WHAT IS EXPECTED:
Look through the listing and report every line that has "Retail" in it.

EXCERPTED DATA:
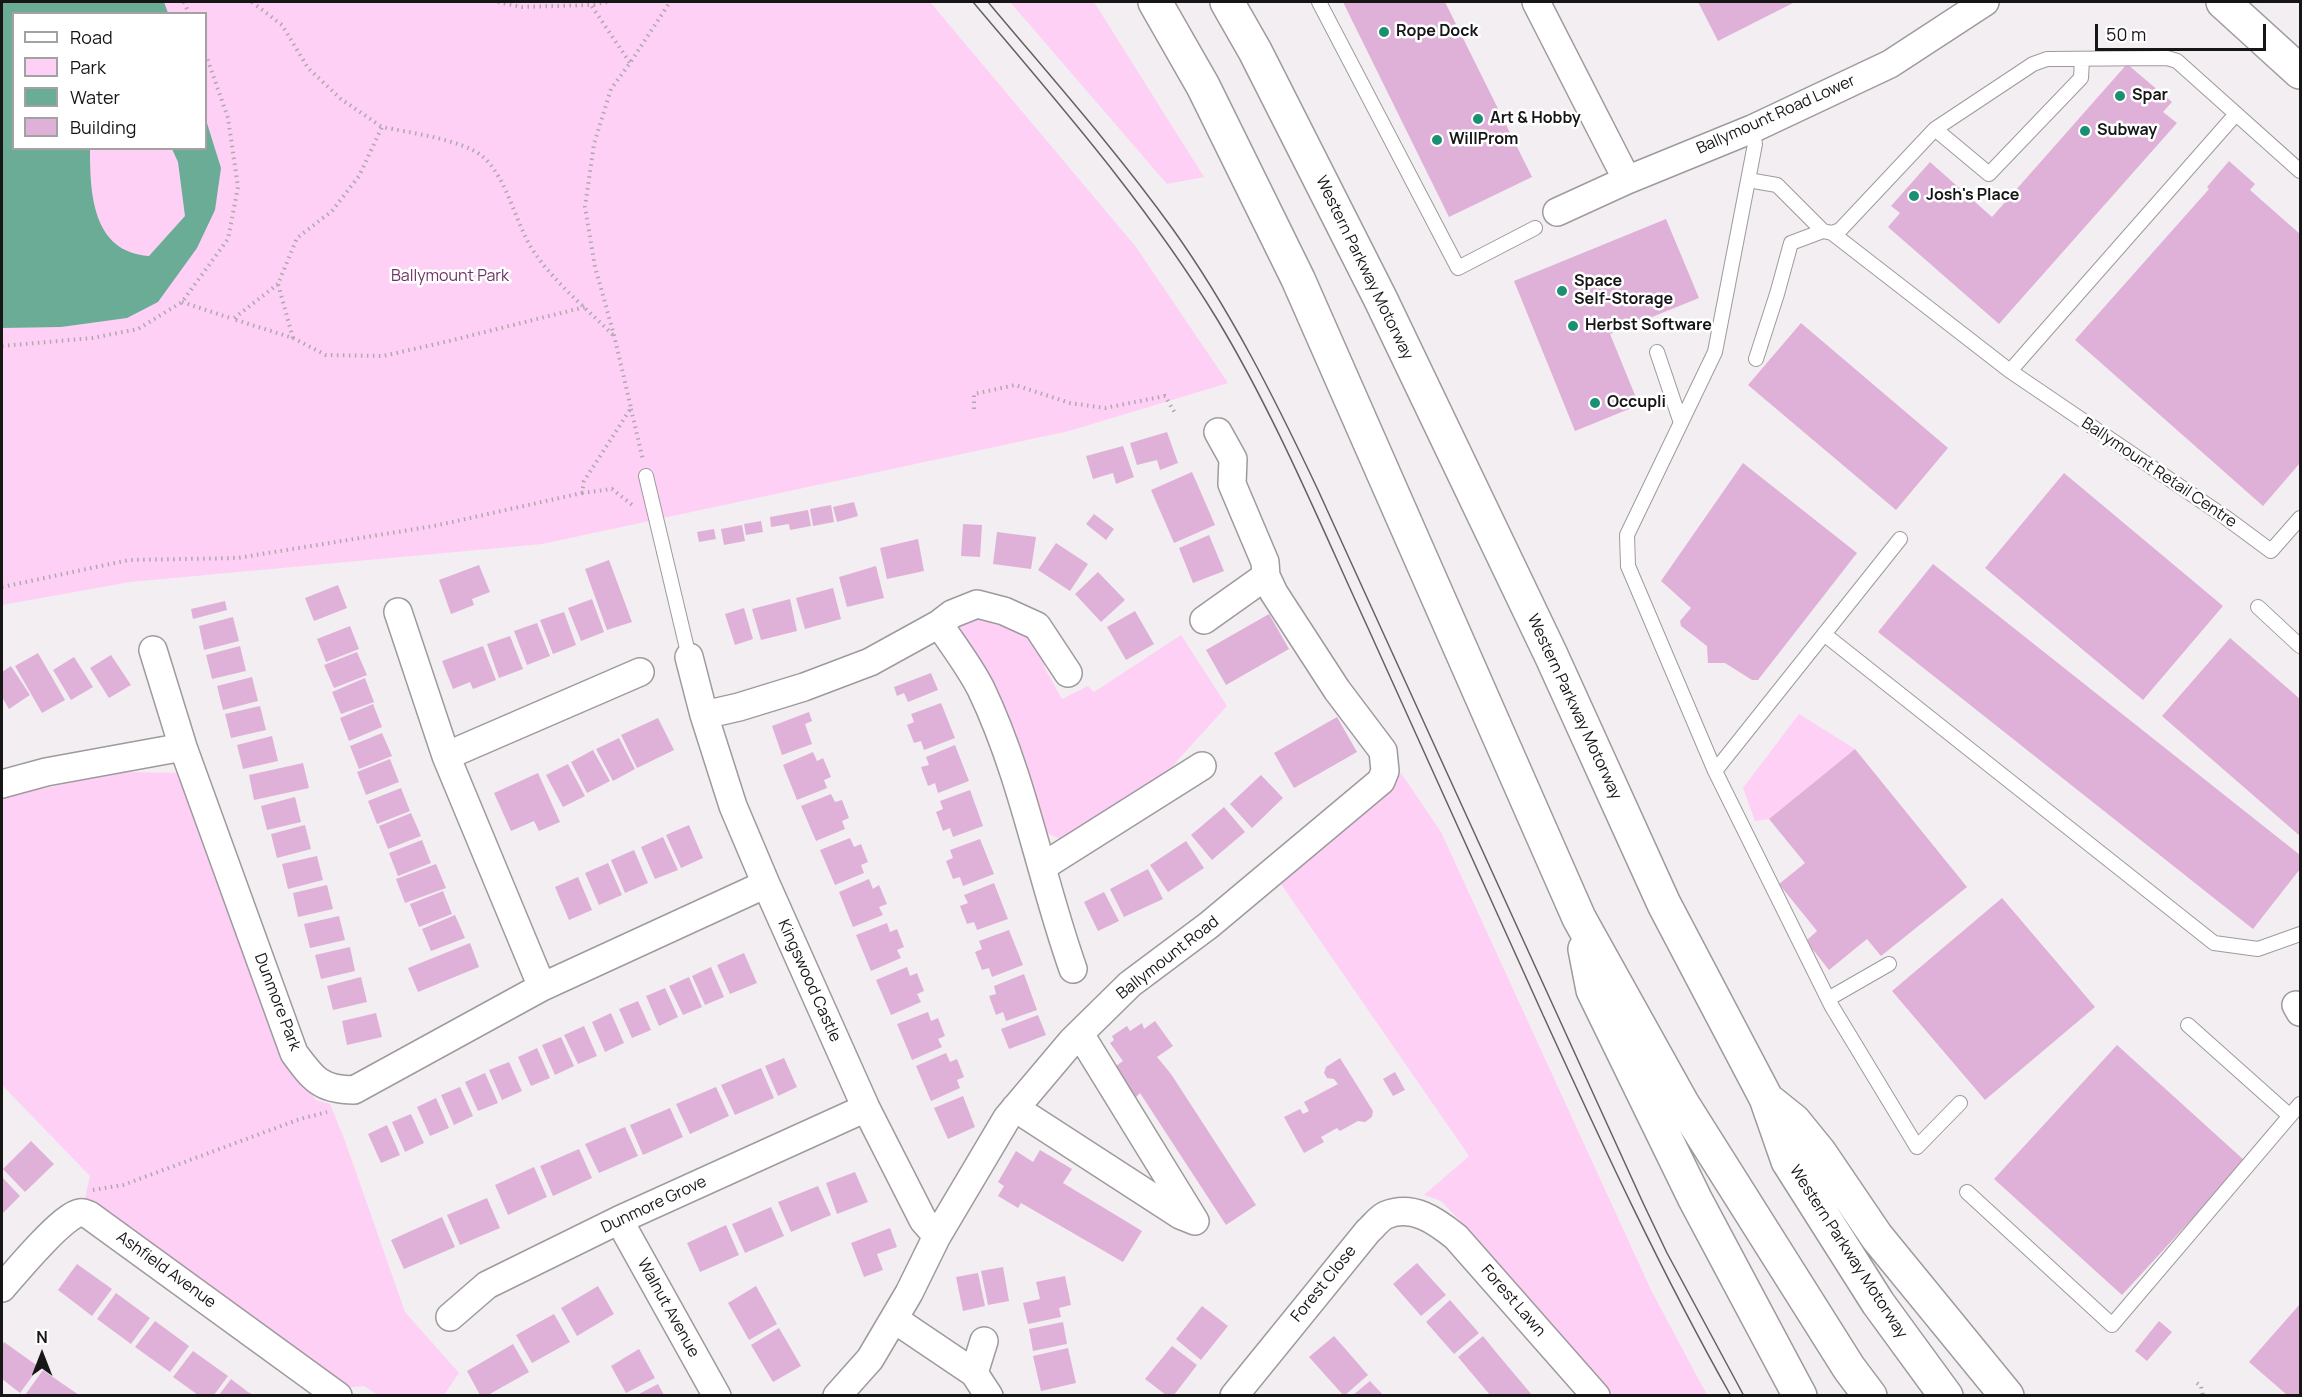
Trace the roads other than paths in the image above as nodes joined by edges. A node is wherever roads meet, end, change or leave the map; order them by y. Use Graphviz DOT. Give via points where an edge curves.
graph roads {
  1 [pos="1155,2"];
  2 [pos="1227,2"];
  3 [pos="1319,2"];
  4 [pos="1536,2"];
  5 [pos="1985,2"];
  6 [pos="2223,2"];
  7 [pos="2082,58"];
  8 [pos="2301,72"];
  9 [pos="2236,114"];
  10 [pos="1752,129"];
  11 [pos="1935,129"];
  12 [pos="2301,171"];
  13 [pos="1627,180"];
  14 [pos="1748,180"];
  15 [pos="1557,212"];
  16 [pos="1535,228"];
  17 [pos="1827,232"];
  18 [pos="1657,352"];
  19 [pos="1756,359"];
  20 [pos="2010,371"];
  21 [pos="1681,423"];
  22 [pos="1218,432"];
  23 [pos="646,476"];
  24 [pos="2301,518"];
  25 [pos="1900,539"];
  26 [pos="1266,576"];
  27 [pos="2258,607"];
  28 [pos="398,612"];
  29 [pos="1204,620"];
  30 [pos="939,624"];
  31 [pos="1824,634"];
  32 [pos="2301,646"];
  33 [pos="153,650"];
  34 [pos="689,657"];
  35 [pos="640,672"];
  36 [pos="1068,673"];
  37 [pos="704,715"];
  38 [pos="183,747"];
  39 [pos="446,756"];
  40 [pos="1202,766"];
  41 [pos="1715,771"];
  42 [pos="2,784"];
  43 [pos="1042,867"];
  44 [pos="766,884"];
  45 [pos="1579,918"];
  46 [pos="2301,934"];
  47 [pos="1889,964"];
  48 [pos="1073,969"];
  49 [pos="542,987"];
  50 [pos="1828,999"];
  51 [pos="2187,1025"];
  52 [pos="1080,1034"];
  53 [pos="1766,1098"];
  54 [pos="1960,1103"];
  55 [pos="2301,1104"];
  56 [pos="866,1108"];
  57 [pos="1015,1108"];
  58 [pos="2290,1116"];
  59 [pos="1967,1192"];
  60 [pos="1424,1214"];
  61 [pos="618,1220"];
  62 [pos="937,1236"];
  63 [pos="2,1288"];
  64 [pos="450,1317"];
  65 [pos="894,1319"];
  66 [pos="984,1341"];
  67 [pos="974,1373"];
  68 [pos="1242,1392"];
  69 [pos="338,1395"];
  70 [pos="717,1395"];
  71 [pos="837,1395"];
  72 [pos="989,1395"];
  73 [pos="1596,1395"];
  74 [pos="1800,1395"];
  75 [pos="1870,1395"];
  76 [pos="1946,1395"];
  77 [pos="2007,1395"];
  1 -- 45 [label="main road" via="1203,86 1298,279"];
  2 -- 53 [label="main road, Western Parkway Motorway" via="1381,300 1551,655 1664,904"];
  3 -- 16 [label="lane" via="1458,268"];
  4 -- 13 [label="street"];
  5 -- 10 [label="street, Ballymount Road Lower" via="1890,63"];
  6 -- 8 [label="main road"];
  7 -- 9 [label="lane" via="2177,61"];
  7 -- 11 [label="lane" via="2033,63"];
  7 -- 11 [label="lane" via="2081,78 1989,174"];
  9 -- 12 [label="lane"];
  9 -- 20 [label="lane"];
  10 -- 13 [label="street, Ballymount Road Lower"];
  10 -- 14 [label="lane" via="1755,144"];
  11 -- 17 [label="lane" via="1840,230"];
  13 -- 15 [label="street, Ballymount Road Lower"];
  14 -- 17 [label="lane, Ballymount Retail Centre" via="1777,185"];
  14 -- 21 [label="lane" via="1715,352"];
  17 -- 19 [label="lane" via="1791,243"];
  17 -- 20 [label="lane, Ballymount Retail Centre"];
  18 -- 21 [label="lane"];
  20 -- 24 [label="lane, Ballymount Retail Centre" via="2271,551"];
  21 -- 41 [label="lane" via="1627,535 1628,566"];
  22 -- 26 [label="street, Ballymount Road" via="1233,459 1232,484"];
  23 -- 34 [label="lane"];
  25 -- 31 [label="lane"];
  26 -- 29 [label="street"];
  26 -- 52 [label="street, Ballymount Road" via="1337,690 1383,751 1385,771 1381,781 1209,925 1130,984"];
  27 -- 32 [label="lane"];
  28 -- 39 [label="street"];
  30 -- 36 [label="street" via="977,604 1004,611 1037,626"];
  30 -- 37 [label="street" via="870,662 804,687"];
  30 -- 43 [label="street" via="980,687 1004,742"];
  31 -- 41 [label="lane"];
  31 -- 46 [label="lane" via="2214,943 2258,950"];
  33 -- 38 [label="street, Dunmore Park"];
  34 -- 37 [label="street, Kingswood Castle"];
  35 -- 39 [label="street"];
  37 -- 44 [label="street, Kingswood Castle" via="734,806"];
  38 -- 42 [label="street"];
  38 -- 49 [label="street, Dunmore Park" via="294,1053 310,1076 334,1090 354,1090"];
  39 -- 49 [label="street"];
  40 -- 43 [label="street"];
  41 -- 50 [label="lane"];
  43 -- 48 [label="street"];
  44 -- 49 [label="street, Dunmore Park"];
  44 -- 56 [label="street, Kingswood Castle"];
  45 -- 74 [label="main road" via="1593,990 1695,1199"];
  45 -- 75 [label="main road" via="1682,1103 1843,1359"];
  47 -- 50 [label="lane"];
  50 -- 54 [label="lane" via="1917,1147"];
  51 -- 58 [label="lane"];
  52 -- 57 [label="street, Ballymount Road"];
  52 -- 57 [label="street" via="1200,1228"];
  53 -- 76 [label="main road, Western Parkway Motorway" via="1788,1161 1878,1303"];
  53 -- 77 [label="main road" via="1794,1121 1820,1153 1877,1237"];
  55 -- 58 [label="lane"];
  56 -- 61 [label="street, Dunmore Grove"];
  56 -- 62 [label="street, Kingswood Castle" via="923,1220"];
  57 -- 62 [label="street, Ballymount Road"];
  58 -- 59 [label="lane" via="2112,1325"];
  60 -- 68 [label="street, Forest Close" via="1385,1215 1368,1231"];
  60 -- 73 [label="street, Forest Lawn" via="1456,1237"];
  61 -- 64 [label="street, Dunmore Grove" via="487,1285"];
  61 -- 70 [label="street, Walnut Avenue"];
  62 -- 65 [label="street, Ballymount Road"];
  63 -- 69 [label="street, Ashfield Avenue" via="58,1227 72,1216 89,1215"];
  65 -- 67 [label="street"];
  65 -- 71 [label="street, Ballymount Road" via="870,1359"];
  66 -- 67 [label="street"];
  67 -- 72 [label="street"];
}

ANSWER:
  14 -- 17 [label="lane, Ballymount Retail Centre" via="1777,185"];
  17 -- 20 [label="lane, Ballymount Retail Centre"];
  20 -- 24 [label="lane, Ballymount Retail Centre" via="2271,551"];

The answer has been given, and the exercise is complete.